**What you have to do:** Reproduce the records exactly.

**Data section:**
□ □ □ □
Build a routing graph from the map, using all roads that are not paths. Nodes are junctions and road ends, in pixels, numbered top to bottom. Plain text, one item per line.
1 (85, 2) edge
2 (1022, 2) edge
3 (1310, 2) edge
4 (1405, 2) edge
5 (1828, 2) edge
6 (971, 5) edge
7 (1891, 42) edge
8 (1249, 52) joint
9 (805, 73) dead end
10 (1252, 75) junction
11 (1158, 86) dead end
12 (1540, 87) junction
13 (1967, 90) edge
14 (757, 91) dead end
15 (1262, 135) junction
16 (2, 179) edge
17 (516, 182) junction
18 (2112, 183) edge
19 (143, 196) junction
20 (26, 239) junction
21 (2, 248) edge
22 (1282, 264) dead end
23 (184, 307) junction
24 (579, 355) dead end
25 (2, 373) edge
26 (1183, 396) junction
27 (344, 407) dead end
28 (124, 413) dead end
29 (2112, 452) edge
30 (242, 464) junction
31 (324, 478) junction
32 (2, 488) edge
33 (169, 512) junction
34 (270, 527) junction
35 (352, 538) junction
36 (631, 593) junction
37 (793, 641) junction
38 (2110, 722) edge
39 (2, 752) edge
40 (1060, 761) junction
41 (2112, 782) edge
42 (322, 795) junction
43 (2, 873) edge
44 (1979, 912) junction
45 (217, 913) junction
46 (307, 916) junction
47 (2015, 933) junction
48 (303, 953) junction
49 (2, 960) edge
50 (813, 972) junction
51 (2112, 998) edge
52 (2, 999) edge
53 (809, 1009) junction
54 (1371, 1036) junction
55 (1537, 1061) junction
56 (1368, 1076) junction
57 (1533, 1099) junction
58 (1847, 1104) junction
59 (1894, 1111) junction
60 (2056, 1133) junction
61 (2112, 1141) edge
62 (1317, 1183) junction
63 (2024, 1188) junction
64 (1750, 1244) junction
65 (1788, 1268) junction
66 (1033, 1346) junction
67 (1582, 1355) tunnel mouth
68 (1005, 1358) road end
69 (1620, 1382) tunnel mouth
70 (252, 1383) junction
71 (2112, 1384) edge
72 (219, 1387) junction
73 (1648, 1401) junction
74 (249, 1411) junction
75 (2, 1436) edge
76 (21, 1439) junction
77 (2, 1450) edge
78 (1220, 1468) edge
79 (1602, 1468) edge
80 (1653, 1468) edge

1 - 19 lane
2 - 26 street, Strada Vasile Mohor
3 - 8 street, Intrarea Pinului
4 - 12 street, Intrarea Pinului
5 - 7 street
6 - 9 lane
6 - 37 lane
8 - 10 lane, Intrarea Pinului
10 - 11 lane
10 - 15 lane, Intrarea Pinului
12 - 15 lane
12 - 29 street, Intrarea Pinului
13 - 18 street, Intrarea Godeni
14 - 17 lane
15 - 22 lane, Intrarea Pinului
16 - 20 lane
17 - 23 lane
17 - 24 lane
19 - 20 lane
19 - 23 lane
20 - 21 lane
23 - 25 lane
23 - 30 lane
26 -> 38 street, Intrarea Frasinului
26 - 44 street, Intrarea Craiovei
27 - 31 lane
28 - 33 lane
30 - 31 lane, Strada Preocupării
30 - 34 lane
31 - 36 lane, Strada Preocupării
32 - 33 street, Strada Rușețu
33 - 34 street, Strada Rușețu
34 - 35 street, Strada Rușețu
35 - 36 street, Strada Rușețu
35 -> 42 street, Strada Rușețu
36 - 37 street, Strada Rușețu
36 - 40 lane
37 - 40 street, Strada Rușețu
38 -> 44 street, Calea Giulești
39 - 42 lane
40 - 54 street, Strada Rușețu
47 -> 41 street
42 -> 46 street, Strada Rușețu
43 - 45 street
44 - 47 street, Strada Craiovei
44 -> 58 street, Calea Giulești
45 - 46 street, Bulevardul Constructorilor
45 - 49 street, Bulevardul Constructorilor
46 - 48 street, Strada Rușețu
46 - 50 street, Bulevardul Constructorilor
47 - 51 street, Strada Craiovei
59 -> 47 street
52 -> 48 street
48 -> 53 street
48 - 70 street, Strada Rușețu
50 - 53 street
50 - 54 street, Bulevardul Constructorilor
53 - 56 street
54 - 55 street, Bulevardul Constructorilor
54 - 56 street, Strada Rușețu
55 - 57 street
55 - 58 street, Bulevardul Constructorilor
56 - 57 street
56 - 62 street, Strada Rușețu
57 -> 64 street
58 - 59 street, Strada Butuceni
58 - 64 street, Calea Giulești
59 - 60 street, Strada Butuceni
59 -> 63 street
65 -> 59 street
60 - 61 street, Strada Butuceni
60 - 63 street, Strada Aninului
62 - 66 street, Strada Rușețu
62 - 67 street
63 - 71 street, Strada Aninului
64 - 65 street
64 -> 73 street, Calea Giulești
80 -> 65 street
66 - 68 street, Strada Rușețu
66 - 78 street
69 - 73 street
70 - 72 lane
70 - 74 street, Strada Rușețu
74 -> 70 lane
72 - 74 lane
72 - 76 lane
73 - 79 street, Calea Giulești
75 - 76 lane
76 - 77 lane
□ □ □ □
**Solution to the problem:**
Build a routing graph from the map, using all roads that are not paths. Nodes are junctions and road ends, in pixels, numbered top to bottom. Plain text, one item per line.
1 (85, 2) edge
2 (1022, 2) edge
3 (1310, 2) edge
4 (1405, 2) edge
5 (1828, 2) edge
6 (971, 5) edge
7 (1891, 42) edge
8 (1249, 52) joint
9 (805, 73) dead end
10 (1252, 75) junction
11 (1158, 86) dead end
12 (1540, 87) junction
13 (1967, 90) edge
14 (757, 91) dead end
15 (1262, 135) junction
16 (2, 179) edge
17 (516, 182) junction
18 (2112, 183) edge
19 (143, 196) junction
20 (26, 239) junction
21 (2, 248) edge
22 (1282, 264) dead end
23 (184, 307) junction
24 (579, 355) dead end
25 (2, 373) edge
26 (1183, 396) junction
27 (344, 407) dead end
28 (124, 413) dead end
29 (2112, 452) edge
30 (242, 464) junction
31 (324, 478) junction
32 (2, 488) edge
33 (169, 512) junction
34 (270, 527) junction
35 (352, 538) junction
36 (631, 593) junction
37 (793, 641) junction
38 (2110, 722) edge
39 (2, 752) edge
40 (1060, 761) junction
41 (2112, 782) edge
42 (322, 795) junction
43 (2, 873) edge
44 (1979, 912) junction
45 (217, 913) junction
46 (307, 916) junction
47 (2015, 933) junction
48 (303, 953) junction
49 (2, 960) edge
50 (813, 972) junction
51 (2112, 998) edge
52 (2, 999) edge
53 (809, 1009) junction
54 (1371, 1036) junction
55 (1537, 1061) junction
56 (1368, 1076) junction
57 (1533, 1099) junction
58 (1847, 1104) junction
59 (1894, 1111) junction
60 (2056, 1133) junction
61 (2112, 1141) edge
62 (1317, 1183) junction
63 (2024, 1188) junction
64 (1750, 1244) junction
65 (1788, 1268) junction
66 (1033, 1346) junction
67 (1582, 1355) tunnel mouth
68 (1005, 1358) road end
69 (1620, 1382) tunnel mouth
70 (252, 1383) junction
71 (2112, 1384) edge
72 (219, 1387) junction
73 (1648, 1401) junction
74 (249, 1411) junction
75 (2, 1436) edge
76 (21, 1439) junction
77 (2, 1450) edge
78 (1220, 1468) edge
79 (1602, 1468) edge
80 (1653, 1468) edge

1 - 19 lane
2 - 26 street, Strada Vasile Mohor
3 - 8 street, Intrarea Pinului
4 - 12 street, Intrarea Pinului
5 - 7 street
6 - 9 lane
6 - 37 lane
8 - 10 lane, Intrarea Pinului
10 - 11 lane
10 - 15 lane, Intrarea Pinului
12 - 15 lane
12 - 29 street, Intrarea Pinului
13 - 18 street, Intrarea Godeni
14 - 17 lane
15 - 22 lane, Intrarea Pinului
16 - 20 lane
17 - 23 lane
17 - 24 lane
19 - 20 lane
19 - 23 lane
20 - 21 lane
23 - 25 lane
23 - 30 lane
26 -> 38 street, Intrarea Frasinului
26 - 44 street, Intrarea Craiovei
27 - 31 lane
28 - 33 lane
30 - 31 lane, Strada Preocupării
30 - 34 lane
31 - 36 lane, Strada Preocupării
32 - 33 street, Strada Rușețu
33 - 34 street, Strada Rușețu
34 - 35 street, Strada Rușețu
35 - 36 street, Strada Rușețu
35 -> 42 street, Strada Rușețu
36 - 37 street, Strada Rușețu
36 - 40 lane
37 - 40 street, Strada Rușețu
38 -> 44 street, Calea Giulești
39 - 42 lane
40 - 54 street, Strada Rușețu
47 -> 41 street
42 -> 46 street, Strada Rușețu
43 - 45 street
44 - 47 street, Strada Craiovei
44 -> 58 street, Calea Giulești
45 - 46 street, Bulevardul Constructorilor
45 - 49 street, Bulevardul Constructorilor
46 - 48 street, Strada Rușețu
46 - 50 street, Bulevardul Constructorilor
47 - 51 street, Strada Craiovei
59 -> 47 street
52 -> 48 street
48 -> 53 street
48 - 70 street, Strada Rușețu
50 - 53 street
50 - 54 street, Bulevardul Constructorilor
53 - 56 street
54 - 55 street, Bulevardul Constructorilor
54 - 56 street, Strada Rușețu
55 - 57 street
55 - 58 street, Bulevardul Constructorilor
56 - 57 street
56 - 62 street, Strada Rușețu
57 -> 64 street
58 - 59 street, Strada Butuceni
58 - 64 street, Calea Giulești
59 - 60 street, Strada Butuceni
59 -> 63 street
65 -> 59 street
60 - 61 street, Strada Butuceni
60 - 63 street, Strada Aninului
62 - 66 street, Strada Rușețu
62 - 67 street
63 - 71 street, Strada Aninului
64 - 65 street
64 -> 73 street, Calea Giulești
80 -> 65 street
66 - 68 street, Strada Rușețu
66 - 78 street
69 - 73 street
70 - 72 lane
70 - 74 street, Strada Rușețu
74 -> 70 lane
72 - 74 lane
72 - 76 lane
73 - 79 street, Calea Giulești
75 - 76 lane
76 - 77 lane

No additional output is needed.